# Exercise details
Don't include any picture when you restate the data word for word.
━━ Data records ━━
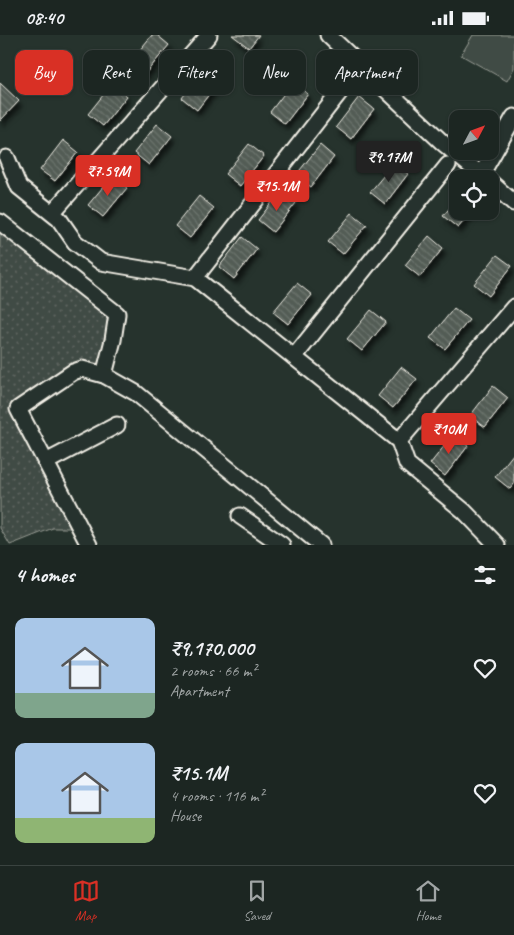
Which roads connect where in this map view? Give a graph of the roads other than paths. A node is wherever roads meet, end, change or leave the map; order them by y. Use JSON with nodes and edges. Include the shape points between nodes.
{"nodes":[{"id":1,"x":209,"y":35,"type":"edge"},
{"id":2,"x":328,"y":35,"type":"edge"},
{"id":3,"x":338,"y":95,"type":"edge"},
{"id":4,"x":514,"y":117,"type":"edge"},
{"id":5,"x":6,"y":158,"type":"dead end"},
{"id":6,"x":448,"y":165,"type":"dead end"},
{"id":7,"x":475,"y":170,"type":"edge"},
{"id":8,"x":490,"y":170,"type":"edge"},
{"id":9,"x":499,"y":190,"type":"edge"},
{"id":10,"x":514,"y":203,"type":"edge"},
{"id":11,"x":52,"y":213,"type":"junction"},
{"id":12,"x":0,"y":222,"type":"edge"},
{"id":13,"x":196,"y":278,"type":"junction"},
{"id":14,"x":514,"y":307,"type":"edge"},
{"id":15,"x":294,"y":357,"type":"junction"},
{"id":16,"x":104,"y":375,"type":"junction"},
{"id":17,"x":117,"y":425,"type":"dead end"},
{"id":18,"x":399,"y":441,"type":"junction"},
{"id":19,"x":46,"y":462,"type":"junction"},
{"id":20,"x":240,"y":516,"type":"dead end"},
{"id":21,"x":89,"y":545,"type":"edge"},
{"id":22,"x":282,"y":545,"type":"edge"},
{"id":23,"x":320,"y":545,"type":"edge"},
{"id":24,"x":498,"y":545,"type":"edge"}],
"edges":[{"from":1,"to":11,"type":"street"},
{"from":2,"to":7,"type":"street"},
{"from":3,"to":13,"type":"street"},
{"from":4,"to":8,"type":"street"},
{"from":5,"to":11,"type":"street","via":[[18,187]]},
{"from":6,"to":15,"type":"street"},
{"from":9,"to":10,"type":"street"},
{"from":11,"to":13,"type":"street","via":[[74,241],[101,262]]},
{"from":12,"to":16,"type":"street","via":[[117,315]]},
{"from":13,"to":15,"type":"street"},
{"from":14,"to":18,"type":"street"},
{"from":15,"to":18,"type":"street"},
{"from":16,"to":19,"type":"street","via":[[82,369],[73,371],[18,409]]},
{"from":16,"to":23,"type":"street","via":[[136,393]]},
{"from":17,"to":19,"type":"street"},
{"from":18,"to":24,"type":"street","via":[[407,464],[464,511]]},
{"from":19,"to":21,"type":"street"},
{"from":20,"to":22,"type":"street"}]}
━━━
# Answer for this exercise
Which roads connect where in this map view? Give a graph of the roads other than paths. A node is wherever roads meet, end, change or leave the map; order them by y. Use JSON with nodes and edges. Include the shape points between nodes.
{"nodes":[{"id":1,"x":209,"y":35,"type":"edge"},
{"id":2,"x":328,"y":35,"type":"edge"},
{"id":3,"x":338,"y":95,"type":"edge"},
{"id":4,"x":514,"y":117,"type":"edge"},
{"id":5,"x":6,"y":158,"type":"dead end"},
{"id":6,"x":448,"y":165,"type":"dead end"},
{"id":7,"x":475,"y":170,"type":"edge"},
{"id":8,"x":490,"y":170,"type":"edge"},
{"id":9,"x":499,"y":190,"type":"edge"},
{"id":10,"x":514,"y":203,"type":"edge"},
{"id":11,"x":52,"y":213,"type":"junction"},
{"id":12,"x":0,"y":222,"type":"edge"},
{"id":13,"x":196,"y":278,"type":"junction"},
{"id":14,"x":514,"y":307,"type":"edge"},
{"id":15,"x":294,"y":357,"type":"junction"},
{"id":16,"x":104,"y":375,"type":"junction"},
{"id":17,"x":117,"y":425,"type":"dead end"},
{"id":18,"x":399,"y":441,"type":"junction"},
{"id":19,"x":46,"y":462,"type":"junction"},
{"id":20,"x":240,"y":516,"type":"dead end"},
{"id":21,"x":89,"y":545,"type":"edge"},
{"id":22,"x":282,"y":545,"type":"edge"},
{"id":23,"x":320,"y":545,"type":"edge"},
{"id":24,"x":498,"y":545,"type":"edge"}],
"edges":[{"from":1,"to":11,"type":"street"},
{"from":2,"to":7,"type":"street"},
{"from":3,"to":13,"type":"street"},
{"from":4,"to":8,"type":"street"},
{"from":5,"to":11,"type":"street","via":[[18,187]]},
{"from":6,"to":15,"type":"street"},
{"from":9,"to":10,"type":"street"},
{"from":11,"to":13,"type":"street","via":[[74,241],[101,262]]},
{"from":12,"to":16,"type":"street","via":[[117,315]]},
{"from":13,"to":15,"type":"street"},
{"from":14,"to":18,"type":"street"},
{"from":15,"to":18,"type":"street"},
{"from":16,"to":19,"type":"street","via":[[82,369],[73,371],[18,409]]},
{"from":16,"to":23,"type":"street","via":[[136,393]]},
{"from":17,"to":19,"type":"street"},
{"from":18,"to":24,"type":"street","via":[[407,464],[464,511]]},
{"from":19,"to":21,"type":"street"},
{"from":20,"to":22,"type":"street"}]}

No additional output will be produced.